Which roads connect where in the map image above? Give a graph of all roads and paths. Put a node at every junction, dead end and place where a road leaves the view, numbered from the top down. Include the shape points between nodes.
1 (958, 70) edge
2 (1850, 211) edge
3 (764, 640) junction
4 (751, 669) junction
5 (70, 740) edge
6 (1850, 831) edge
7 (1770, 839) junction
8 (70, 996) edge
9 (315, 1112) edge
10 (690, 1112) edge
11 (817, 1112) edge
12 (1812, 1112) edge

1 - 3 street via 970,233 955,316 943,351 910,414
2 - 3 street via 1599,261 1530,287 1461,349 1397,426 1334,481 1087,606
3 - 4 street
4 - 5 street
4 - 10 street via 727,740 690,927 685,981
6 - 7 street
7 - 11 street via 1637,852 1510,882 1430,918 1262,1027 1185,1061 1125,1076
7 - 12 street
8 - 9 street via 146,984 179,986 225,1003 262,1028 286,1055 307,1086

----

▸ ABOUT THIS TASK
Print the entries again so that each one matches exactly.

▸ OUTPUT FOR THIS TASK
Which roads connect where in the map image above? Give a graph of all roads and paths. Put a node at every junction, dead end and place where a road leaves the view, numbered from the top down. Include the shape points between nodes.
1 (958, 70) edge
2 (1850, 211) edge
3 (764, 640) junction
4 (751, 669) junction
5 (70, 740) edge
6 (1850, 831) edge
7 (1770, 839) junction
8 (70, 996) edge
9 (315, 1112) edge
10 (690, 1112) edge
11 (817, 1112) edge
12 (1812, 1112) edge

1 - 3 street via 970,233 955,316 943,351 910,414
2 - 3 street via 1599,261 1530,287 1461,349 1397,426 1334,481 1087,606
3 - 4 street
4 - 5 street
4 - 10 street via 727,740 690,927 685,981
6 - 7 street
7 - 11 street via 1637,852 1510,882 1430,918 1262,1027 1185,1061 1125,1076
7 - 12 street
8 - 9 street via 146,984 179,986 225,1003 262,1028 286,1055 307,1086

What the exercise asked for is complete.